Alan Rice

Personal information
- Full name: Alan Sedgwick Rice
- Born: 29 August 1929 (age 97) Leicester, Leicestershire, England
- Batting: Left-handed
- Bowling: Right-arm fast-medium
- Relations: David Rice (son) Gary Rice (son) Jenny Rice (Daughter)

Domestic team information
- 1954: Leicestershire

Career statistics
| Competition | First-class |
| Matches | 3 |
| Runs scored | 15 |
| Batting average | 7.50 |
| 100s/50s | –/– |
| Top score | 13 |
| Balls bowled | 456 |
| Wickets | 8 |
| Bowling average | 33.62 |
| 5 wickets in innings | – |
| 10 wickets in match | – |
| Best bowling | 3/34 |
| Catches/stumpings | 1/– |
- Source: Cricinfo, 15 April 2011

= Alan Rice (cricketer) =

English cricketer

Alan Sedgwick Rice (born 29 August 1929) is a former English cricketer. Rice was a right-handed batsman who bowled right-arm fast-medium. He was born in Leicester, Leicestershire.

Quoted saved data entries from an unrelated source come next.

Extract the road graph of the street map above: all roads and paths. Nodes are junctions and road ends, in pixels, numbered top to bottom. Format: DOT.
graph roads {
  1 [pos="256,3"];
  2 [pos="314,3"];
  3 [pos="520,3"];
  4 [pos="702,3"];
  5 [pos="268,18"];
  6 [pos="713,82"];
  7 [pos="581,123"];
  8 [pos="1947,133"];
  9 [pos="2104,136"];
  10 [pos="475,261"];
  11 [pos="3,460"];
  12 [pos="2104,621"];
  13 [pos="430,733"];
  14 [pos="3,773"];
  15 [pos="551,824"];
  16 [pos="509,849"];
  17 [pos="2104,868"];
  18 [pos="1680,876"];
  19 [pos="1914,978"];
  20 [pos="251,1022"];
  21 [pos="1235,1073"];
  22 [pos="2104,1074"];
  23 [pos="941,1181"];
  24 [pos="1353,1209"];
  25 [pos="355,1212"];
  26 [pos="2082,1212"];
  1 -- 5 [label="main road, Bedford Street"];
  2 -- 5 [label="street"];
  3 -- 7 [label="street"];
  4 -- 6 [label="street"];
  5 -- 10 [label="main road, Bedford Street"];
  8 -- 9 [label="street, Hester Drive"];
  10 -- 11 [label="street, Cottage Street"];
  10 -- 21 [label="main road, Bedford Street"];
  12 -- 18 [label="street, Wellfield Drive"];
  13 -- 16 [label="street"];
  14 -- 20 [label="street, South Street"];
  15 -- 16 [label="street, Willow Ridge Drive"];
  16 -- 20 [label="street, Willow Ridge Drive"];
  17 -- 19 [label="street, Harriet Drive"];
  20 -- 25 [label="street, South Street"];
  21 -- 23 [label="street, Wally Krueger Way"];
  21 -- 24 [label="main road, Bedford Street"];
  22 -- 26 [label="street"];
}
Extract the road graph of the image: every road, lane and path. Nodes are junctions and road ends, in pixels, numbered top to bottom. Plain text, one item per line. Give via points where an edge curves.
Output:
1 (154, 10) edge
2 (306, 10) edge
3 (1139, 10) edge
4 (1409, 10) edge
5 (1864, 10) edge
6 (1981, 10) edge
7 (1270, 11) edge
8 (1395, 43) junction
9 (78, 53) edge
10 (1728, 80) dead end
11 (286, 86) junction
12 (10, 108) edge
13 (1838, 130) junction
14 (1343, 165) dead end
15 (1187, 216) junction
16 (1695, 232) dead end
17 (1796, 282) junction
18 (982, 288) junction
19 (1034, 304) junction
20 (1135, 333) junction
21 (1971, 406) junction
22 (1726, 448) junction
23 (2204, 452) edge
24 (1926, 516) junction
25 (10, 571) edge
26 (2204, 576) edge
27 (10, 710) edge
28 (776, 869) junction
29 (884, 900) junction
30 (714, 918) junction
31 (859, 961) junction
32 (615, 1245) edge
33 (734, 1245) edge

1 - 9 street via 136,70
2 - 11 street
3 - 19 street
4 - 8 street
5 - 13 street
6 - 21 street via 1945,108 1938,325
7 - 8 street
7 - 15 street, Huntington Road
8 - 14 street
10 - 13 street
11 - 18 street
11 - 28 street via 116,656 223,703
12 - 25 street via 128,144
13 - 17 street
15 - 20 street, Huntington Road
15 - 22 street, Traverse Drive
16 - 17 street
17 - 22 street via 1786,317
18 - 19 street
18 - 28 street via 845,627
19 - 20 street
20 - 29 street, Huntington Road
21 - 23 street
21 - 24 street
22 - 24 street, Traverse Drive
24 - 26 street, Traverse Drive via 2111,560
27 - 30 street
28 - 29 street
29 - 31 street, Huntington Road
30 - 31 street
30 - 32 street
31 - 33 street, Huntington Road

Rice made his first-class debut for Leicestershire in 1954 against Middlesex at Lord's. Rice played two further first-class matches for Leicestershire, both coming in 1954 against Somerset and Middlesex. In his three first-class matches, he scored 15 runs at a batting average of 7.50, with a high score of 13. With the ball he claimed 8 wickets at a bowling average of 33.62, with best figures of 3/34.

His son, Gary, played Minor counties and List A cricket for Cambridgeshire.